Казалось, жизнь Ульяновых ничем не отличалась от жизни других. Хлопотала по хозяйству мать. Бегали в гимназию дети. Звучал рояль. И детский плач раздавался иногда. И требовательный мамин голос.
Обычная на первый взгляд жизнь.
Но было и нечто иное. В этом доме взволнованно говорили о судьбах народа. Тут звучали стихи Пушкина, Лермонтова, Некрасова и Плещеева. Читали Белинского, Добролюбова, Писарева.
Стенам этого дома не приходилось слышать оскорблений или крика, обид. В семье не знали ссор. Здесь спорили, возражали, не соглашались, отстаивали свою точку зрения, но не скандалили, не обижали друг друга, не унижали, не насмехались. Характер взаимоотношений, стиль жизни были удивительно добрыми, сердечными.
Вот как вспоминала народная учительница Вера Васильевна Кашкадамова о вечерах, проведенных в доме Ульяновых:
«Бывало, приду к Илье Николаевичу по делу, сидим в кабинете, обсуждаем достоинства и недостатки учебников… Дверь кабинета тихо отворяется, и Мария Александровна с улыбкой спрашивает: „Илья Николаевич, скоро вы кончите, у нас самовар уже готов“. Илья Николаевич встает, потирает руки: „Сейчас, сейчас! Идемте чай пить“, — говорит он мне. Деловые разговоры кончаются, они не выходят за порог директорского кабинета, и мы, весело разговаривая, идем в столовую, а там уже собралась вся семья.

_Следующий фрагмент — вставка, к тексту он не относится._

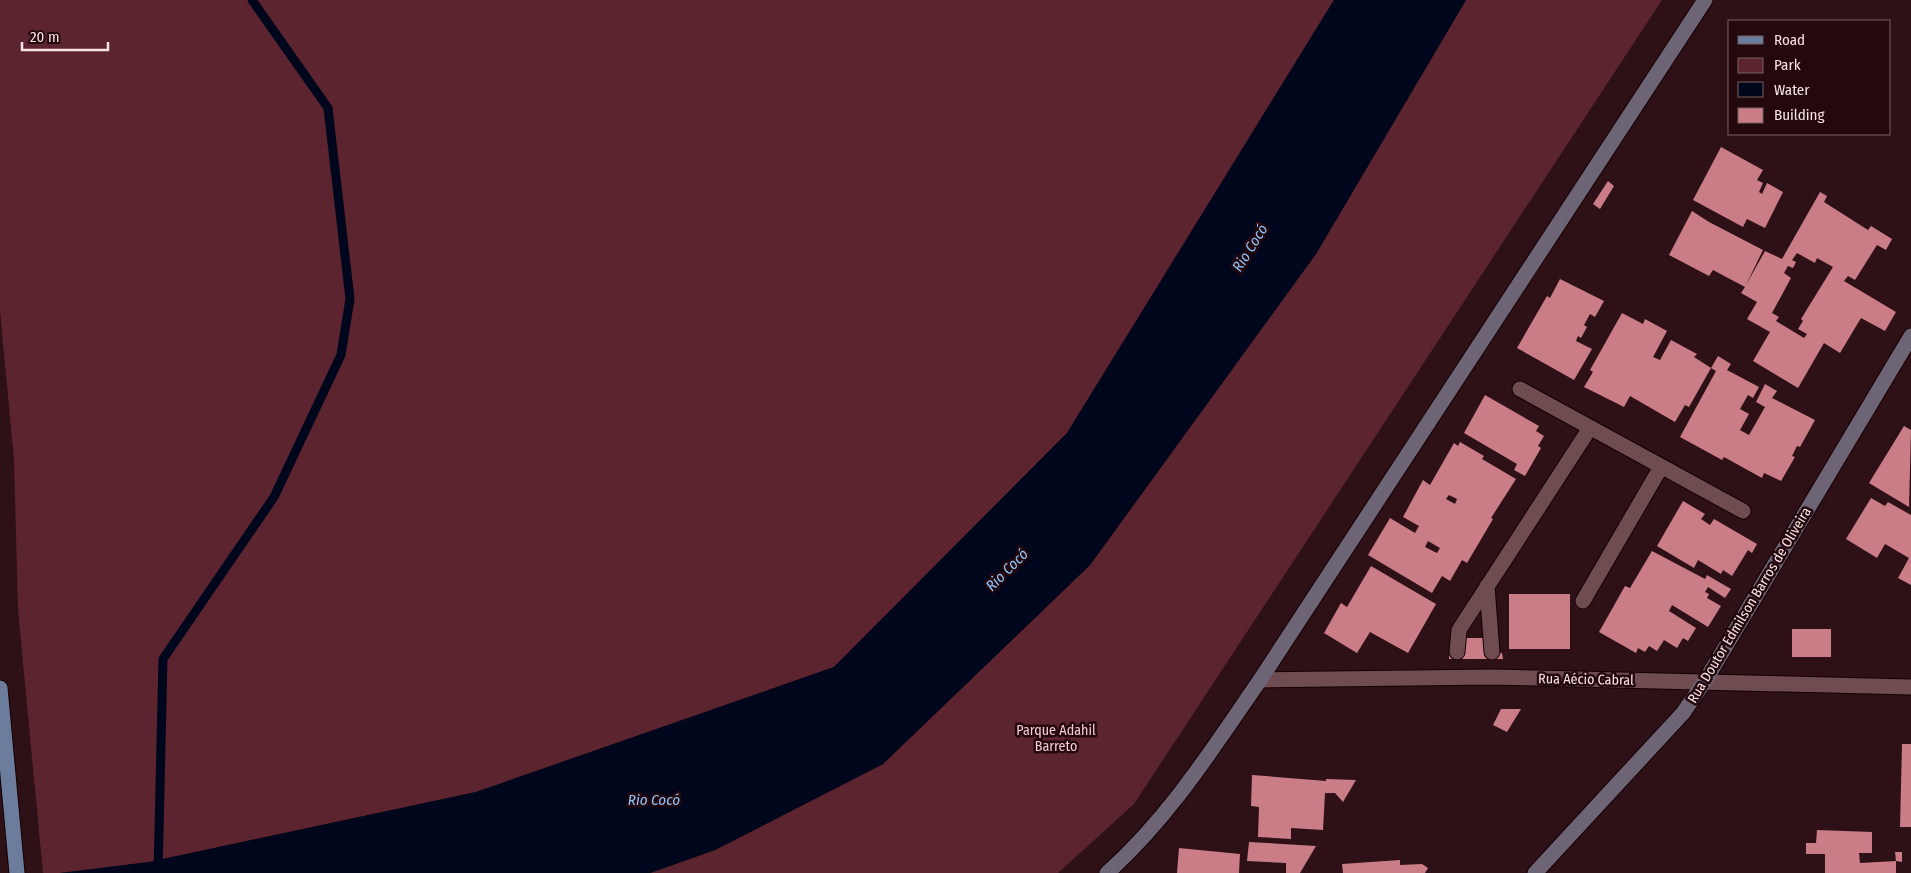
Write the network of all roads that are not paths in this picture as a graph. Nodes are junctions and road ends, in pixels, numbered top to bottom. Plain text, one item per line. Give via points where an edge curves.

Илья Николаевич шутит, говорит о школе часто в ироническом тоне, рассказывает школьные анекдоты, а у него их было много, — все смеются, всем весело.
Тепло и уютно чувствуешь себя в этой дружной семье. Дети болтают, рассказывают события из своей жизни…
Но вот разговор между взрослыми касается какого-нибудь серьезного вопроса, и выражение лица сидящего против меня Володи резко меняется: он даже как-то крепче и плотнее усаживается на стул и, ссутулясь несколько, поглядывая на говоривших как-то исподлобья, причем упрямый завиток падал ему спереди на лоб, весь превращался в слух и внимание. По выражению его лица можно было прочесть его отношение к затронутому вопросу: оно было то одобрительное, то недоумевающее; порой брови его сдвигались. Время от времени слышались его короткие замечания: „Гм. Ну да!“, „Нет“, „Почему?“ Видно было, что он близко принимал к сердцу то, о чем говорили старшие. Когда речь заходила о какой-нибудь несправедливости, то не только лицо, а вся фигура его выражала негодование.
Илья Николаевич иногда просто усмехался, продолжая разговор, иногда приостанавливался, возражая Володе; но тот не всегда соглашался, а вступал порою в спор с отцом, доказывая горячо свое мнение. Тогда Илья Николаевич тоже серьезно объяснял Володе не понятое им. Вообще в семье Ульяновых дети всегда свободно и просто обращались к родителям и вступали в общий разговор — от них никогда не отмахивались, им давали всегда ответ или объяснение».
Искренним и радушным был и для детей и для взрослых дом на Московской улице, в которой жила одна из самых уважаемых в Симбирске семей.